On the South China Tiger Incident

Written by

in

8,607 characters2006.01.08

http://hps.phil.pku.edu.cn/bbs/read.php?tid=282 

Lately it’s felt a bit like repressed feelings have suddenly burst out in one concentrated explosion, with momentum gushing up from the stomach~ Maybe it’s borrowed from Schopenhauer’s stimulation? 

As for the South China tiger affair, I’d long wanted to say a few things, but had never managed to get them out. Taking the repost on the forum, and riding this surge of momentum, I finally can’t keep quiet anymore. 

This is a joke post—surely I can see that, can’t I? Of course I can. The moment I saw “reposted from XX forum” and “repost MP,” I knew it was only a joke, and a really brilliant one at that. 

Why am I being so serious when everyone else is joking? So out of place? Maybe I’m just like this: when others are dead serious, I don’t necessarily follow suit and get serious; when others are joking, I end up being dead serious instead. 

Although my sense of humor is average at best, I do usually crack a fair number of jokes myself. But not everything can be joked about. Matters that touch on other people’s reputation and dignity absolutely are no joking matter. Even if the evidence is conclusive, that evidence is nothing more than hearsay and secondhand talk. I am neither a party to the case nor a witness, much less a judge—what right do I have to sneer at and insult Zhou Zhenglong? 

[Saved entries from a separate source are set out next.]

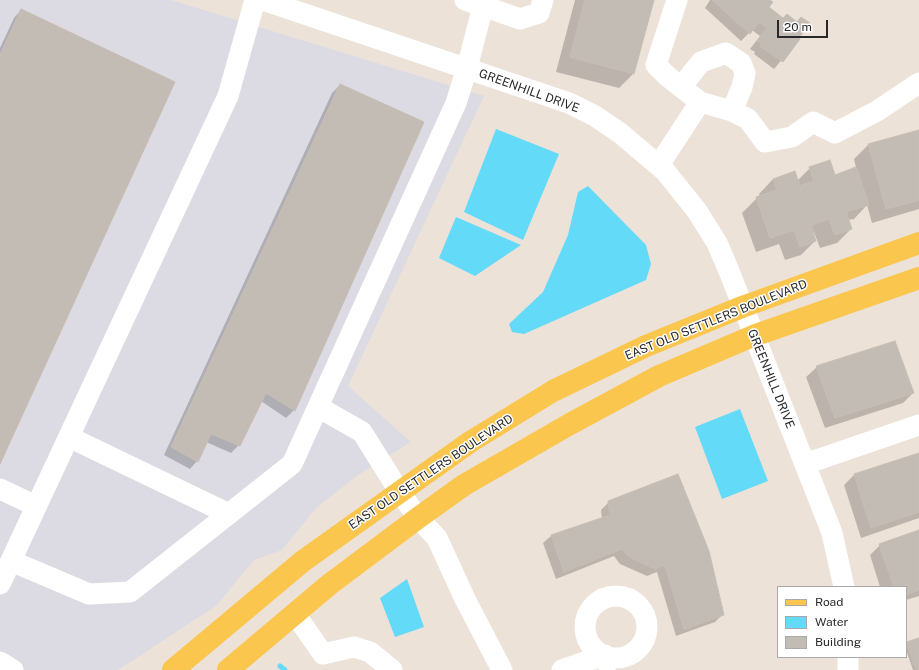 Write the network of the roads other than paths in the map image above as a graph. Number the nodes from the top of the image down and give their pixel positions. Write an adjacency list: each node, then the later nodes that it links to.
1 (255, 0): 18 (street)
2 (263, 0): 6 (street, GREENHILL DRIVE)
3 (543, 0): 5 (street)
4 (677, 0): 8 (street)
5 (474, 3): 6 (street)
6 (467, 68): 11 (street, GREENHILL DRIVE); 16 (street)
7 (919, 83): 10 (street)
8 (681, 87): 9 (street); 10 (street)
9 (700, 102): 10 (street); 11 (street)
10 (732, 111)
11 (659, 165): 14 (street, GREENHILL DRIVE)
12 (919, 243): 14 (main road, EAST OLD SETTLERS BOULEVARD)
13 (919, 278): 15 (main road)
14 (742, 307): 15 (street, GREENHILL DRIVE); 21 (main road, EAST OLD SETTLERS BOULEVARD)
15 (753, 336): 19 (street, GREENHILL DRIVE); 24 (main road)
16 (318, 407): 21 (street); 23 (street)
17 (919, 425): 19 (street)
18 (69, 436): 22 (street); 23 (street)
19 (805, 464): 27 (street, GREENHILL DRIVE)
20 (0, 489): 22 (street)
21 (399, 491): 24 (street); 34 (main road, EAST OLD SETTLERS BOULEVARD)
22 (36, 506): 25 (street)
23 (229, 514): 25 (street)
24 (418, 518): 28 (main road); 37 (street)
25 (11, 561): 26 (street)
26 (0, 584)
27 (844, 586)
28 (295, 614): 31 (street); 35 (main road)
29 (848, 658): 39 (street)
30 (0, 662): 33 (street)
31 (319, 662): 36 (street)
32 (607, 662): 38 (street)
33 (13, 670)
34 (173, 670)
35 (228, 670)
36 (392, 670)
37 (502, 670)
38 (562, 670)
39 (848, 670)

By the way, back when there was that “not-grateful college student incident,” I did in fact scold those “female entrepreneurs.” But I was only speaking to the matter itself; in light of the background provided by the news, I was aiming at such a phenomenon, such a type of person, and not naming any particular individual and cursing them out. I’m preemptively offering this as my own defense.
If it’s true, it absolutely could be made into a film: the latest developments in the South China tiger affair【zt】
The following is reposted from Rainbow Bridge Forum,
Whoa!
I think my imagination is as bad as my logic ability……
http://www.rainbowplan.org/bbs/topic.php?topic=81455&select=&forum=1
Repost, I’m a repost.
======================================================
Explosive! Latest news on the South China tiger! (reposted MP)
From the beginning of last month until now, there has been endless debate in the media, over the authenticity or falsity of the wild South China tiger in Zhenping. Today, at last, there is an ending no one could have imagined____the tiger is real, and has been found! However, it is already dying, and is now being rescued at the Shaanxi emergency animal rescue station. This was disclosed today by the investigation team of the State Forestry Administration.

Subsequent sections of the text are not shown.